BirdFlowPipeline_gridsearch_examples • BirdFlowPipeline

Fit, validate, and select BirdFlow models

This document is to illustrate the steps for training a batch of BirdFlow models, loading the validation transition data, calculating validation metrics for each models, and select the best models (model tuning).

library(BirdFlowPipeline)
library(BirdFlowR)

## There are three functions that can be customized:
## 1. `loading_function` (data loading function)
## 2. `splitting_function` (data train-test split function)
## 3. `evaluation_function` (the function to evaluate models)
## 
## If you change the `loading_function`, you probably also need to accordingly change the `splitting_function` and `evaluation_function`

resolution <- 150
sp = 'amewoo'

sp_output_path <- glue::glue('~/birdflow_test/batch_model_validation/test_resolution_{resolution}km/{sp}')
if (!dir.exists(sp_output_path)){dir.create(sp_output_path, recursive = TRUE)}


## 02. Fit batch models
my_batch_trainer <- BatchBirdFlowTrainer(sp,
                                  res = resolution,
                                  gpu_ram = 10, 
                                  hdf_path = sp_output_path, 
                                  base_output_path = sp_output_path, 
                                  suffix='test_batch_model')

my_batch_trainer <- fit(my_batch_trainer) 
# Fit the model with parameter grid
# use force_refit=TRUE if want to force refitting existing models
# use test_one_fit=TRUE if don't want to submit to slurm but just do some test on this local session
saveRDS(my_batch_trainer$params, file.path(my_batch_trainer$params$output_path, 'params.rds'))
# write.csv(as.data.frame(batchtools::getJobStatus()), paste0(sp_output_path, '/', 'training_JobStatus.csv'))

## 03. Import transition data
data_loader <- TransitionsLoader(my_batch_trainer)
data_loader <- data_loader |> load_data(loading_function=get_transitions) # Here you can customize the loading_function for the transition data
# Save the transition data
saveRDS(data_loader$transitions, file.path(data_loader$batch_trainer$params$output_path, 'transitions.rds'))

## 04. Train test split
train_test_data <- data_loader |> 
  split_data(splitting_function=train_test_split, seed=42) # Here you can customize the train_test_split function

## 05. Evaluate training set
my_evaluator <- BatchBirdFlowEvaluator(my_batch_trainer)
eval_res_train <- evaluate(my_evaluator, 
                           data=train_test_data$training_data, 
                           evaluation_function=evaluate_model)
# Use test_one_evaluate=TRUE if want to test your evaluation_function on this local session and not pushing it to slurm. In that case the function will return your validation result of a single model.

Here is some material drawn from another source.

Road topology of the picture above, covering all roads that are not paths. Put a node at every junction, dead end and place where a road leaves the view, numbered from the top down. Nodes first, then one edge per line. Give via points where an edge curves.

# Save metrics for each transition each model
all_transitions <- list()
for (this_model in eval_res_train) {
  this_transition_df <- this_model$metric_for_each_transition
  this_transition_df$model <- this_model$df$model
  all_transitions[[length(all_transitions) + 1]] <- this_transition_df
}

all_transitions <- do.call(rbind, all_transitions)
saveRDS(all_transitions, file.path(my_evaluator$batch_trainer$params$output_path, glue::glue('Training_each_transition_evaluation.rds')))

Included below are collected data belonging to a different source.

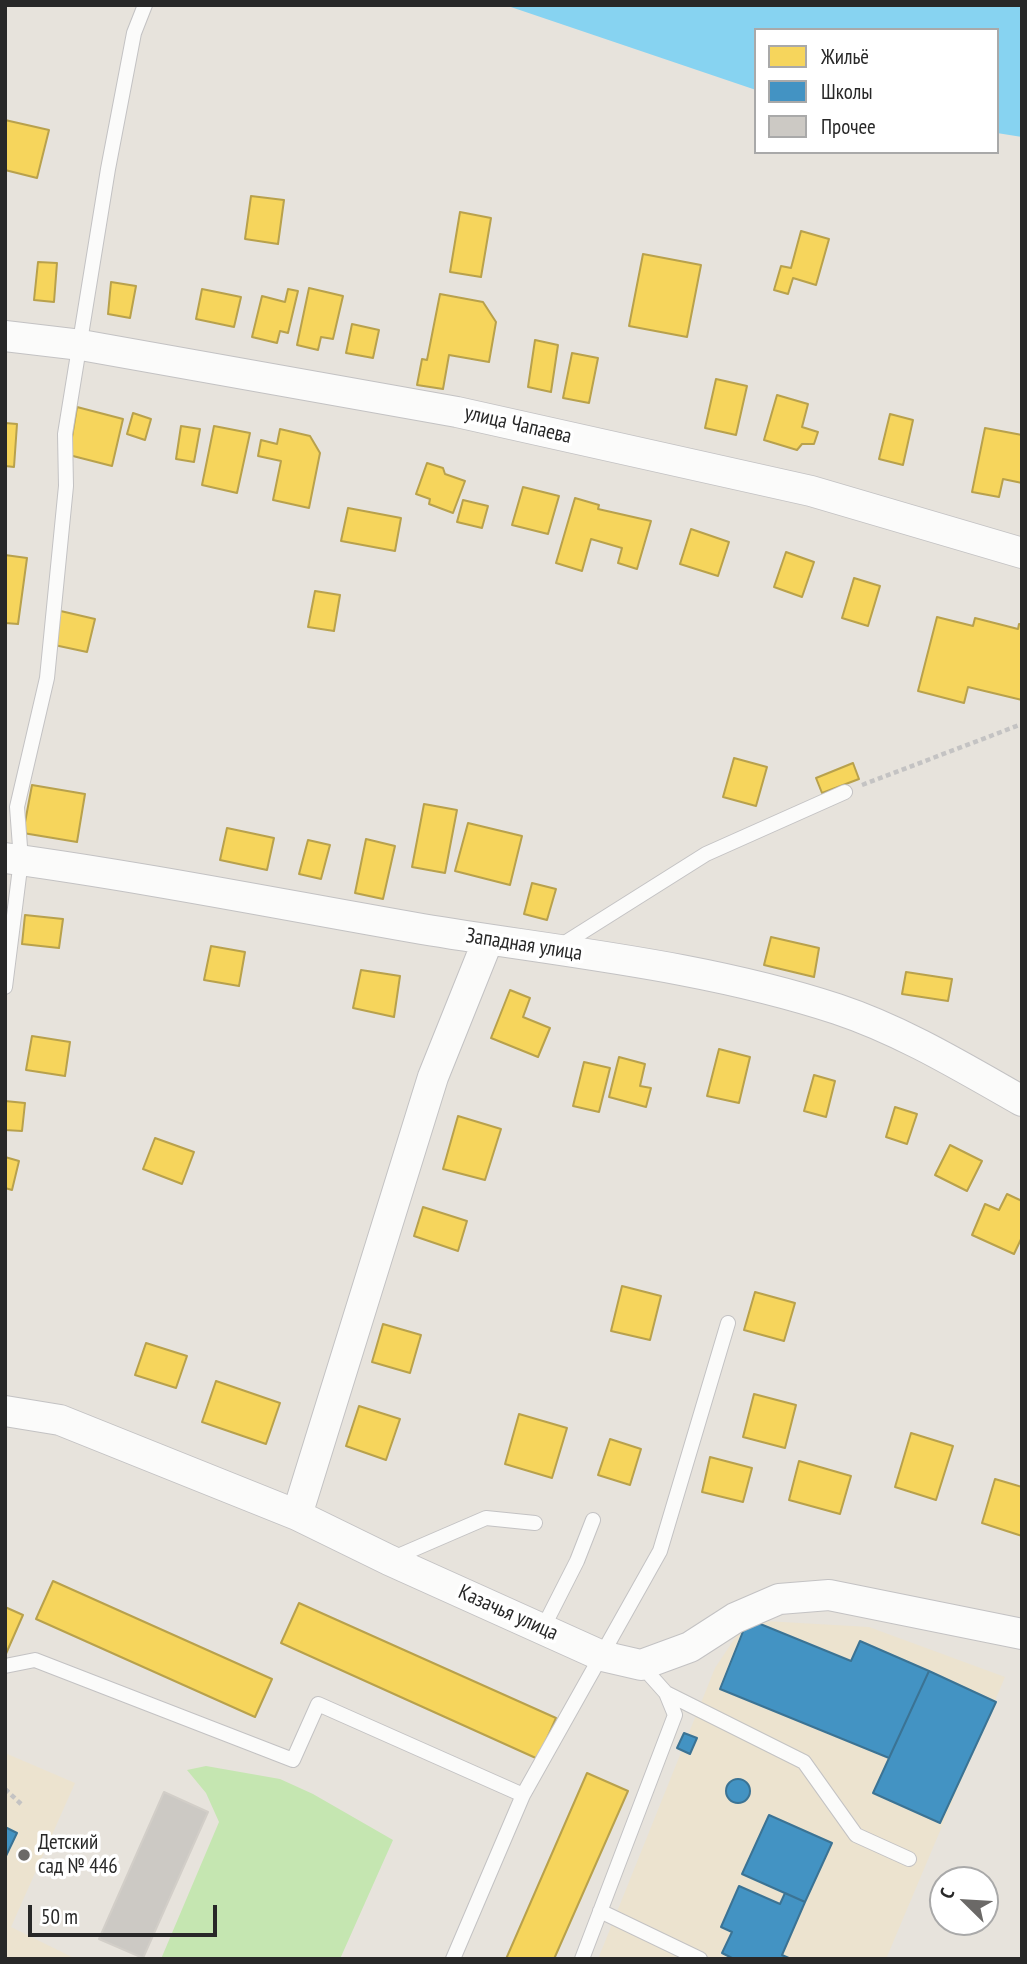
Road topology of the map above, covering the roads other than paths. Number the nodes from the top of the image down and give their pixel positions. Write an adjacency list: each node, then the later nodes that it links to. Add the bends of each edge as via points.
1 (145, 5): 3 (lane, via 134,33 108,169)
2 (5, 336): 3 (street, улица Чапаева)
3 (80, 345): 4 (street, улица Чапаева, via 471,415 811,491); 6 (lane, via 65,434 66,486 47,678 17,807)
4 (1022, 553)
5 (845, 792): 8 (lane, via 706,853)
6 (13, 859): 7 (street, Западная улица); 9 (lane)
7 (488, 940): 8 (street, Западная улица); 13 (street, via 433,1077)
8 (555, 949): 10 (street, Западная улица, via 673,968 838,1010 908,1037)
9 (5, 987)
10 (1022, 1101)
11 (728, 1323): 19 (lane, via 660,1551)
12 (5, 1411): 13 (street, Казачья улица, via 60,1420)
13 (297, 1515): 16 (street, Казачья улица)
14 (593, 1520): 17 (lane)
15 (536, 1523): 16 (lane, via 486,1518)
16 (388, 1560): 17 (street, Казачья улица)
17 (543, 1628): 19 (street, Казачья улица)
18 (1022, 1633): 20 (street, via 829,1595 779,1599 735,1618 690,1647)
19 (602, 1656): 20 (street, Казачья улица); 23 (lane)
20 (641, 1665): 22 (lane)
21 (5, 1666): 23 (lane, via 36,1660 293,1760 318,1704)
22 (666, 1693): 24 (lane, via 804,1762 856,1835); 25 (lane, via 674,1716)
23 (523, 1795): 26 (lane)
24 (909, 1859)
25 (600, 1911): 27 (lane); 28 (lane)
26 (453, 1959)
27 (582, 1959)
28 (700, 1959)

# Get one score summary for each model
eval_res_train <- eval_res_train |> lapply(function(i){i$df}) |>
  data.table::rbindlist(fill = TRUE) |>
  tibble::as_tibble() |>
  dplyr::arrange(dplyr::desc(.data$mean_ll))
saveRDS(eval_res_train, file.path(my_evaluator$batch_trainer$params$output_path, glue::glue('eval_res_train.rds')))

## 06. Evaluate test set
eval_res_test <- evaluate(my_evaluator, data=train_test_data$test_data, evaluation_function=evaluate_model)

# Save metrics for each transition each model
all_transitions <- list()
for (this_model in eval_res_test) {
  this_transition_df <- this_model$metric_for_each_transition
  this_transition_df$model <- this_model$df$model
  all_transitions[[length(all_transitions) + 1]] <- this_transition_df
}

all_transitions <- do.call(rbind, all_transitions)
saveRDS(all_transitions, file.path(my_evaluator$batch_trainer$params$output_path, glue::glue('Test_each_transition_evaluation.rds')))

# Get one score summary for each model
eval_res_test <- eval_res_test |> lapply(function(i){i$df}) |>
  data.table::rbindlist(fill = TRUE) |>
  tibble::as_tibble() |>
  dplyr::arrange(dplyr::desc(.data$mean_ll))
saveRDS(eval_res_test, file.path(my_evaluator$batch_trainer$params$output_path, glue::glue('eval_res_test.rds')))

## 07. Get the best model and its evaluation
best_model <- eval_res_train |> 
  dplyr::filter(mean_dist_cor_whole_year>0.98) |> # Apply your own model selection criteria
  dplyr::arrange(-weighted_mean_ll) |> 
  dplyr::slice_head(n=1) |> 
  dplyr::select(model)
best_model <- best_model$model
score_best_model <- eval_res_test[eval_res_test$model==best_model,]

print(glue::glue('Best model: {best_model}, score: '))
print(c(score_best_model))